All of safe deployment begins from separating these two.

  • Version = an immutable snapshot. Publish and the code and config at that point becomes a numbered version with them fixed. The number monotonically increases and is not reused even if deleted/recreated.
  • Alias = a movable pointer to a version. It points at a specific version by a name like live or prod. Deploying means "safely switching the alias's target to the new version."
  • $LATEST is mutable. It's overwritten on each update-function-code. So don't point production traffic directly at $LATEST — always call via an alias.
  • Canary = don't move the pointer all at once; move it gradually by weight. Flow only 10% to the new version, and if no problem, go to 100%. If there's a problem, automatically revert.

This "immutable foundation + moving pointer + gradual switch + automatic rollback" is this article's design.


1. Versions and aliases: call production via an alias

First, build the foundation. Update the code against $LATEST, publish a version once stable, and point the alias at that version. The client calls the alias's ARN.

# 1) コードを更新($LATEST が変わる。
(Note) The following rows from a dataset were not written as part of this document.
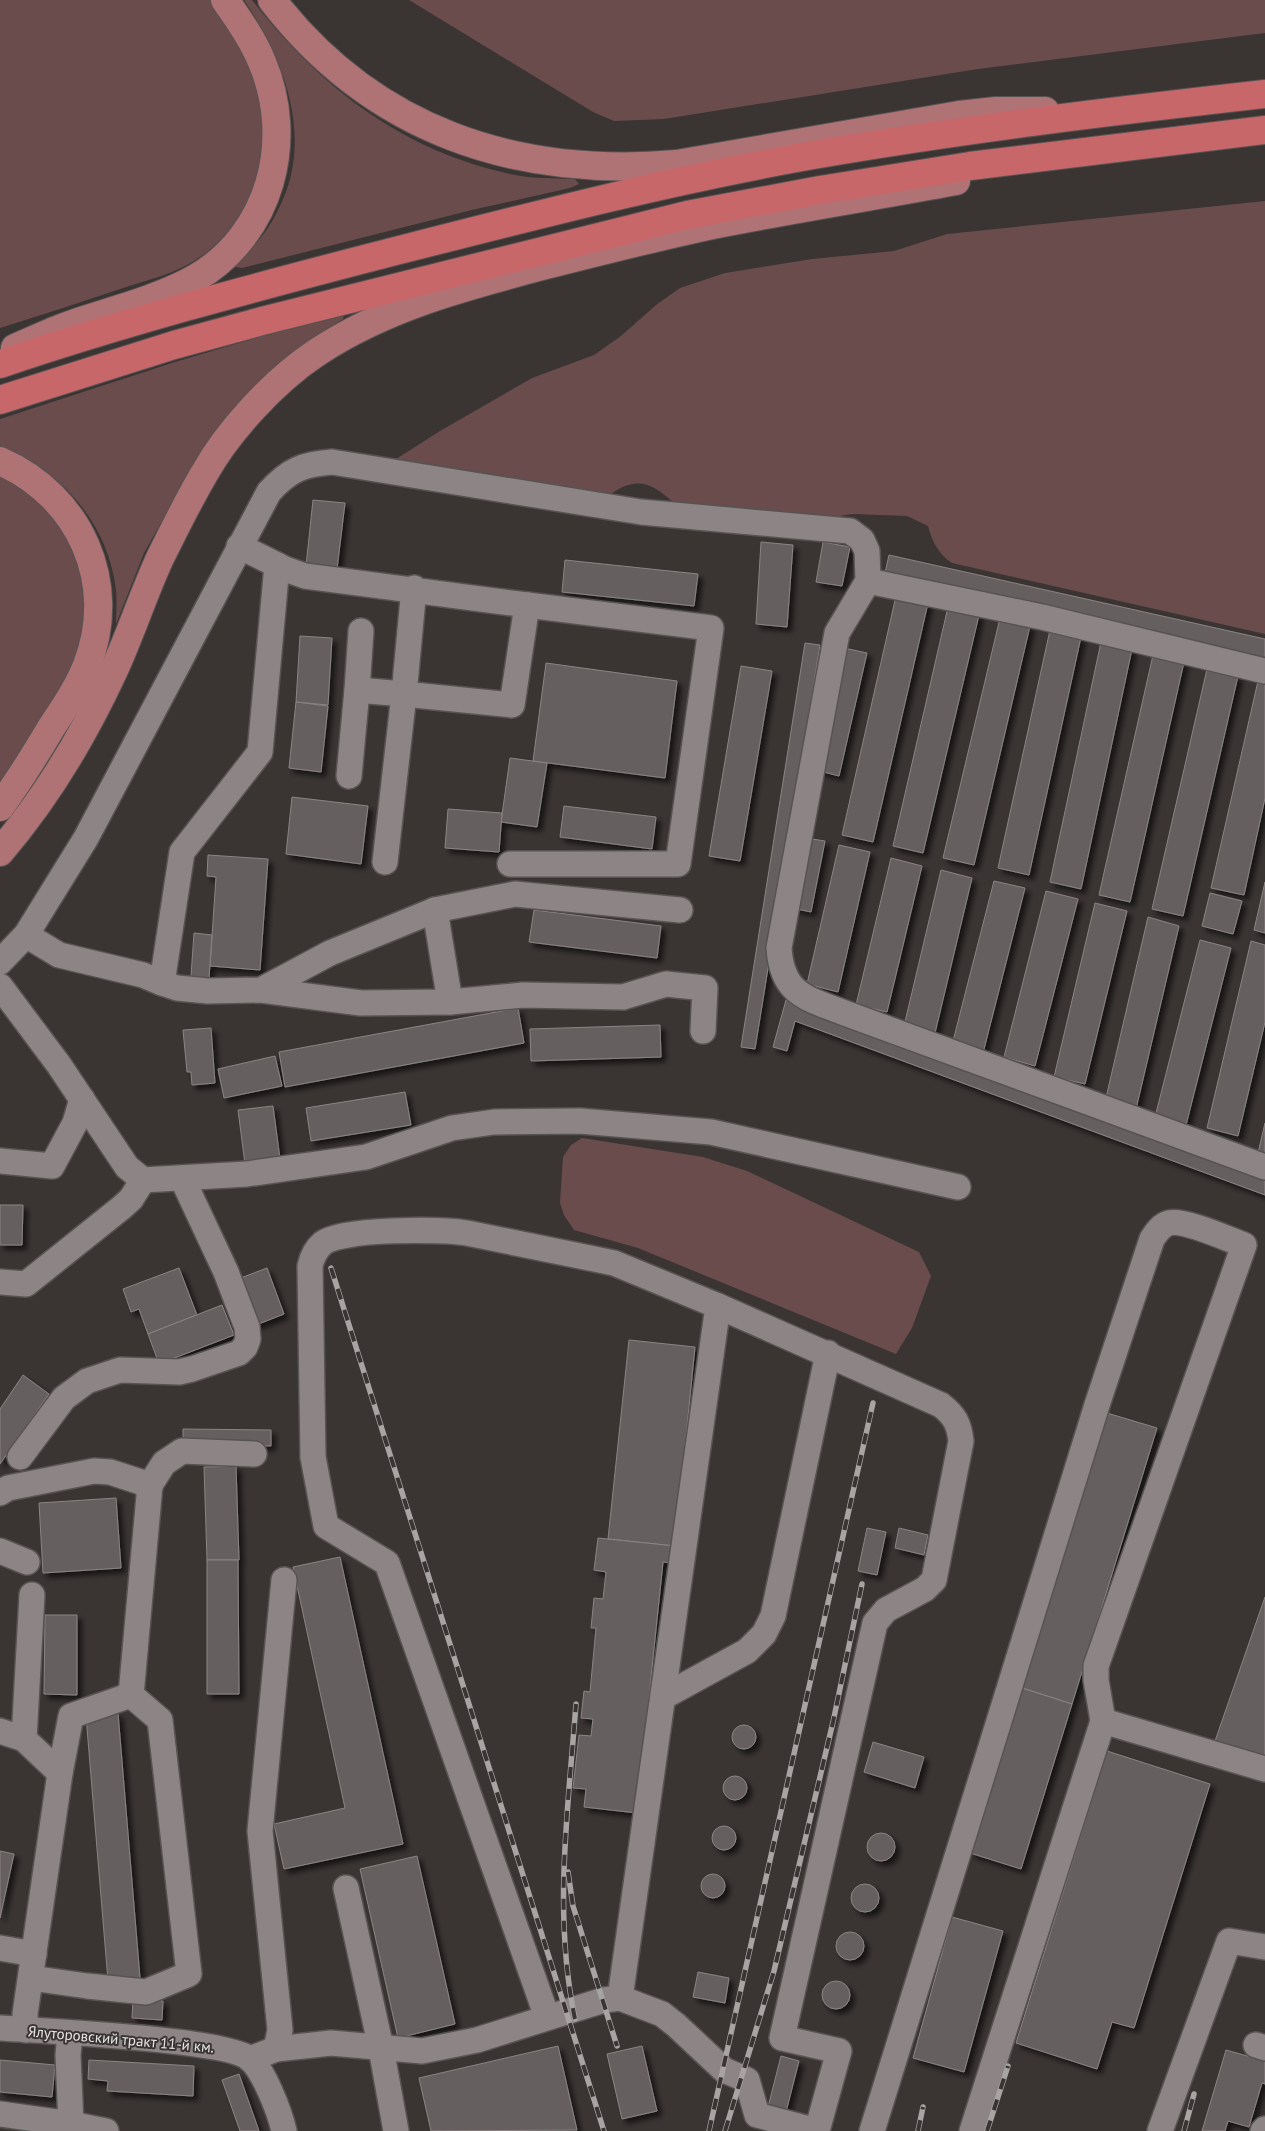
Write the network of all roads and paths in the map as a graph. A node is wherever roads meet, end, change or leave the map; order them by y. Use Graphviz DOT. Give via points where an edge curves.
graph roads {
  1 [pos="225,0"];
  2 [pos="272,0"];
  3 [pos="1265,94"];
  4 [pos="1109,111"];
  5 [pos="1265,130"];
  6 [pos="1112,148"];
  7 [pos="0,354"];
  8 [pos="0,364"];
  9 [pos="0,400"];
  10 [pos="0,461"];
  11 [pos="239,546"];
  12 [pos="277,565"];
  13 [pos="868,581"];
  14 [pos="414,588"];
  15 [pos="527,605"];
  16 [pos="361,631"];
  17 [pos="1265,671"];
  18 [pos="357,690"];
  19 [pos="404,694"];
  20 [pos="349,776"];
  21 [pos="0,807"];
  22 [pos="0,852"];
  23 [pos="385,862"];
  24 [pos="510,864"];
  25 [pos="435,910"];
  26 [pos="680,910"];
  27 [pos="26,934"];
  28 [pos="0,962"];
  29 [pos="162,983"];
  30 [pos="0,986"];
  31 [pos="261,990"];
  32 [pos="450,1002"];
  33 [pos="703,1031"];
  34 [pos="82,1099"];
  35 [pos="0,1161"];
  36 [pos="1265,1167"];
  37 [pos="182,1178"];
  38 [pos="143,1180"];
  39 [pos="958,1187"];
  40 [pos="1255,1249"];
  41 [pos="0,1282"];
  42 [pos="718,1306"];
  43 [pos="828,1353"];
  44 [pos="254,1454"];
  45 [pos="20,1457"];
  46 [pos="150,1485"];
  47 [pos="0,1493"];
  48 [pos="0,1551"];
  49 [pos="27,1562"];
  50 [pos="284,1580"];
  51 [pos="32,1595"];
  52 [pos="131,1695"];
  53 [pos="663,1697"];
  54 [pos="1103,1721"];
  55 [pos="0,1731"];
  56 [pos="24,1738"];
  57 [pos="1265,1769"];
  58 [pos="60,1773"];
  59 [pos="346,1888"];
  60 [pos="1265,1946"];
  61 [pos="0,1948"];
  62 [pos="32,1966"];
  63 [pos="620,1998"];
  64 [pos="548,2017"];
  65 [pos="0,2028"];
  66 [pos="26,2030"];
  67 [pos="70,2034"];
  68 [pos="381,2048"];
  69 [pos="276,2049"];
  70 [pos="250,2059"];
  71 [pos="0,2114"];
  72 [pos="71,2124"];
  73 [pos="106,2131"];
  74 [pos="284,2131"];
  75 [pos="396,2131"];
  76 [pos="817,2131"];
  77 [pos="872,2131"];
  78 [pos="972,2131"];
  79 [pos="1160,2131"];
  1 -- 7 [label="main road" via="262,62 276,112 276,151 271,183 253,223 226,255 196,278 144,301 64,327"];
  2 -- 4 [label="main road" via="328,61 418,123 491,150 559,163 630,168 677,164 959,114"];
  3 -- 4 [label="highway"];
  4 -- 8 [label="highway" via="811,156 569,207 233,293 62,342"];
  5 -- 6 [label="highway"];
  6 -- 9 [label="highway" via="867,182 687,216 174,344"];
  6 -- 22 [label="main road" via="980,177 711,226 588,254 440,294 355,331 314,354 238,426 205,471 160,559 114,669 84,729 47,791"];
  10 -- 21 [label="main road" via="40,485 77,526 94,569 97,598 93,645 80,681"];
  11 -- 12 [label="street"];
  11 -- 13 [label="street" via="277,483 310,463 332,462 641,512 850,531 858,534 867,551"];
  11 -- 27 [label="street" via="86,838"];
  12 -- 14 [label="street" via="305,576"];
  12 -- 29 [label="street" via="260,752 182,852"];
  13 -- 17 [label="street" via="1042,617"];
  13 -- 36 [label="street" via="837,633 779,948 780,962 790,985 796,993 842,1012"];
  14 -- 15 [label="street"];
  14 -- 19 [label="street"];
  15 -- 19 [label="street" via="512,705"];
  15 -- 24 [label="street" via="711,628 678,864"];
  16 -- 18 [label="street"];
  18 -- 19 [label="street"];
  18 -- 20 [label="street"];
  19 -- 23 [label="street"];
  25 -- 26 [label="street" via="515,894"];
  25 -- 31 [label="street" via="330,953"];
  25 -- 32 [label="street"];
  27 -- 28 [label="street"];
  27 -- 29 [label="street" via="59,955"];
  29 -- 31 [label="street" via="199,990"];
  30 -- 34 [label="street"];
  31 -- 32 [label="street" via="361,1004"];
  32 -- 33 [label="street" via="523,994 623,997 666,984 705,988"];
  34 -- 35 [label="street" via="75,1123 52,1166"];
  34 -- 38 [label="street" via="127,1167"];
  37 -- 38 [label="street"];
  37 -- 39 [label="street" via="247,1174 366,1158 452,1128 494,1122 580,1121 711,1132"];
  37 -- 45 [label="street" via="226,1272 247,1328 245,1347 239,1352 179,1372 120,1370 88,1381 64,1398"];
  38 -- 41 [label="street" via="121,1208 26,1284"];
  40 -- 54 [label="street" via="1096,1666"];
  40 -- 77 [label="street" via="1180,1223 1168,1223 1152,1239 1097,1405"];
  42 -- 43 [label="street"];
  42 -- 53 [label="street"];
  42 -- 64 [label="street" via="614,1263 448,1230 361,1233 331,1238 317,1249 310,1266 313,1457 326,1526 387,1563"];
  43 -- 53 [label="street" via="773,1616 764,1634 747,1650"];
  43 -- 76 [label="street" via="941,1405 959,1425 961,1441 934,1580 925,1589 886,1610 875,1623 782,2038 839,2051"];
  44 -- 46 [label="street" via="182,1451 164,1463"];
  46 -- 47 [label="street" via="110,1472 94,1471 8,1488"];
  46 -- 52 [label="street"];
  48 -- 49 [label="street"];
  50 -- 69 [label="street" via="260,1830 280,2030"];
  51 -- 56 [label="street"];
  52 -- 58 [label="street" via="71,1716"];
  52 -- 62 [label="street" via="160,1720 189,1974 146,1992 87,1986"];
  53 -- 63 [label="street"];
  54 -- 57 [label="street"];
  54 -- 78 [label="street"];
  55 -- 56 [label="street"];
  56 -- 58 [label="street"];
  58 -- 62 [label="street"];
  59 -- 68 [label="street"];
  60 -- 79 [label="street" via="1229,1941"];
  61 -- 62 [label="street"];
  62 -- 66 [label="street"];
  63 -- 64 [label="street"];
  63 -- 76 [label="street" via="662,2014 724,2070 747,2080 757,2115"];
  64 -- 68 [label="street" via="477,2040 422,2051"];
  65 -- 66 [label="street, Ялуторовский тракт 11-й км."];
  66 -- 67 [label="street, Ялуторовский тракт 11-й км."];
  67 -- 70 [label="street, Ялуторовский тракт 11-й км." via="193,2044 230,2050"];
  67 -- 72 [label="street"];
  68 -- 69 [label="street" via="331,2043"];
  68 -- 75 [label="street"];
  69 -- 70 [label="street"];
  70 -- 74 [label="street" via="266,2083"];
  71 -- 72 [label="street"];
  72 -- 73 [label="street"];
}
本番はまだこれを見ていない)
aws lambda update-function-code --function-name orders --zip-file fileb://build.zip

# 2) 更新完了を待つ(重要。LastUpdateStatus=Successful になるまで次の操作は失敗する)
aws lambda wait function-updated-v2 --function-name orders

# 3) 不変バージョンを公開(番号が振られる。例: 42)
VERSION=$(aws lambda publish-version --function-name orders --query Version --output text)

# 4) エイリアス live をそのバージョンへ。クライアントは live を呼ぶ
aws lambda update-alias --function-name orders --name live --function-version "$VERSION"
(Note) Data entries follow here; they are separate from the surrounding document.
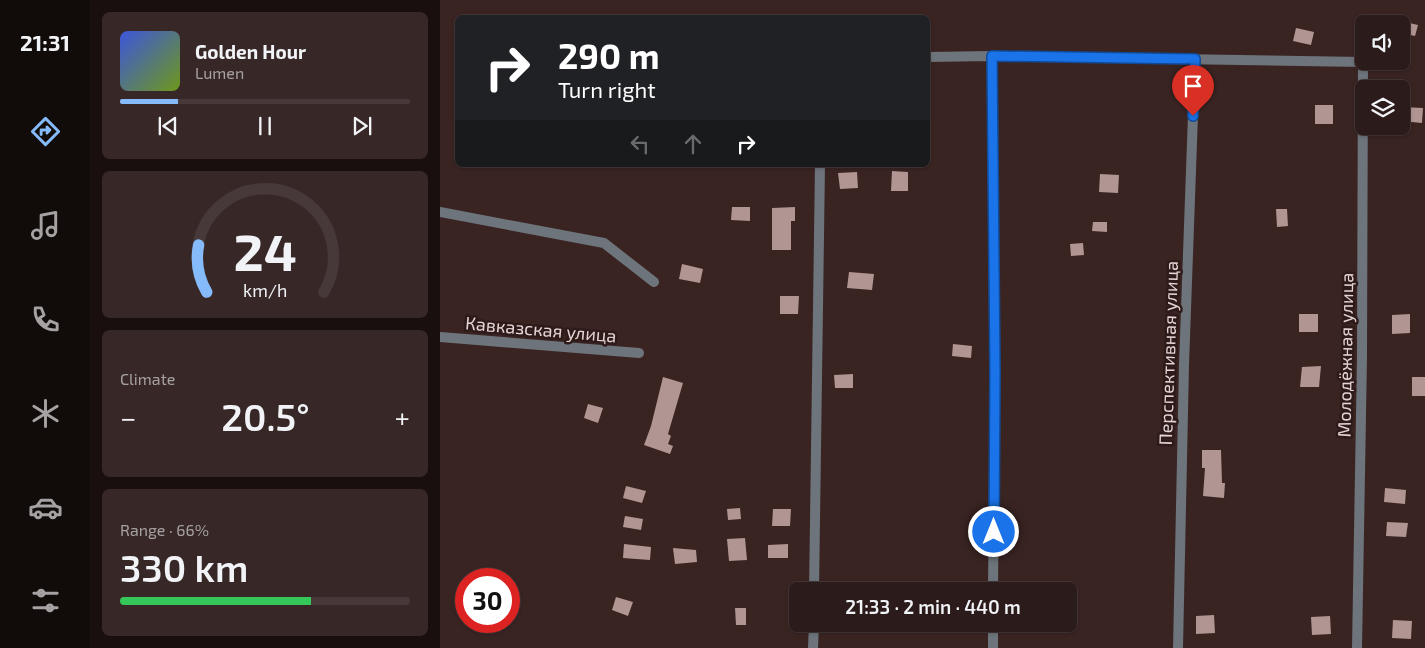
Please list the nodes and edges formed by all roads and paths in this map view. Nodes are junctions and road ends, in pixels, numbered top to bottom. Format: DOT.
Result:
graph roads {
  1 [pos="992,56"];
  2 [pos="930,57"];
  3 [pos="1195,59"];
  4 [pos="1355,62"];
  5 [pos="1363,70"];
  6 [pos="820,167"];
  7 [pos="440,212"];
  8 [pos="654,282"];
  9 [pos="440,337"];
  10 [pos="639,353"];
  11 [pos="814,582"];
  12 [pos="993,582"];
  13 [pos="814,632"];
  14 [pos="993,632"];
  15 [pos="813,648"];
  16 [pos="993,648"];
  17 [pos="1178,648"];
  18 [pos="1357,648"];
  1 -- 2 [label="street"];
  1 -- 3 [label="street"];
  1 -- 12 [label="street"];
  3 -- 4 [label="street"];
  3 -- 17 [label="street, Перспективная улица"];
  5 -- 18 [label="street, Молодёжная улица"];
  6 -- 11 [label="street"];
  7 -- 8 [label="street"];
  9 -- 10 [label="street, Кавказская улица"];
  13 -- 15 [label="street"];
  14 -- 16 [label="street"];
}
Three official specs that bite here:

  • An alias is a "qualified ARN." It carries a qualifier (version number or alias name) like ...:function:orders:live. Calling unqualified implicitly runs $LATEST — a source of accidents in production.
  • Provisioned concurrency and SnapStart are enabled only on a published version/alias ($LATEST not allowed). To make latency measures (cold-start optimization) work, this foundation is a premise.
  • Not every config change publishes a version. For example, reserved concurrency doesn't create a version (because it's a function-wide operational setting).
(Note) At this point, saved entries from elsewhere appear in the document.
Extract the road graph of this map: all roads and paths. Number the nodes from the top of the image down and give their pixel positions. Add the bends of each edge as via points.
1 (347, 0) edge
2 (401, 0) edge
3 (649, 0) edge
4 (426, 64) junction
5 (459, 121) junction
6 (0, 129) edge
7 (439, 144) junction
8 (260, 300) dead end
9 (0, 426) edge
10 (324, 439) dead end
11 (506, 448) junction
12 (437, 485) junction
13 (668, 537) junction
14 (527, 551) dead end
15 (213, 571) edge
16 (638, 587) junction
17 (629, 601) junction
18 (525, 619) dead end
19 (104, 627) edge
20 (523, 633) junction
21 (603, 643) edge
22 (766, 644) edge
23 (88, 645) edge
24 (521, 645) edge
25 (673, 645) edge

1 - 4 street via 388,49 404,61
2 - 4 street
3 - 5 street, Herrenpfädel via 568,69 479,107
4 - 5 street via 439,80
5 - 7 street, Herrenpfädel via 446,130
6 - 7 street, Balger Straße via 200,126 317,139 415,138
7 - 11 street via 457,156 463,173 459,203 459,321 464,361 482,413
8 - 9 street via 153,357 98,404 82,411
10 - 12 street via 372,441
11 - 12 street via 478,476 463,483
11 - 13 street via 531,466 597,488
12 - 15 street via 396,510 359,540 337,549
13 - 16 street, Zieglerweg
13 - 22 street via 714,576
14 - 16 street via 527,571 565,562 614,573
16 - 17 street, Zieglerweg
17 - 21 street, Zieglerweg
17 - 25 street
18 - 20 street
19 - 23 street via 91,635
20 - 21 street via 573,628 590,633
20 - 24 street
2. Canary release: flow "only 10%" with a weighted alias

An alias can point at up to 2 published versions and distribute traffic by weight (routing config / AdditionalVersionWeights). This is the heart of a canary release.

# エイリアス live:97%を現行、3%を新バージョン(43)へ。問題なければ重みを上げていく
aws lambda update-alias --function-name orders --name live \
  --function-version 42 \
  --routing-config 'AdditionalVersionWeights={"43"=0.03}'

Grasp the constraints the official imposes (not keeping them is an error or accident).

  • Both versions are published ($LATEST not allowed).
  • Both versions' execution roles are identical.
  • DLQ configuration is identical (or both absent).
  • They are 2 versions of the same function.

Raising and lowering weights by hand isn't realistic, so automate by leaving it to CodeDeploy (next chapter).

Compatibility with provisioned concurrency: if you want to avoid a cold stack during canary, you can provision more concurrency just while routing is active (the official mentions this). For APIs with a latency SLA, combine canary and provisioned.


3. Canary with automatic rollback: CodeDeploy + SAM

CodeDeploy automatically moves the weighted alias's weight on a predefined schedule and auto-rolls back if a CloudWatch alarm fires. Manual weight adjustment becomes unnecessary.

3.1 Predefined deployment configurations (the official formal names)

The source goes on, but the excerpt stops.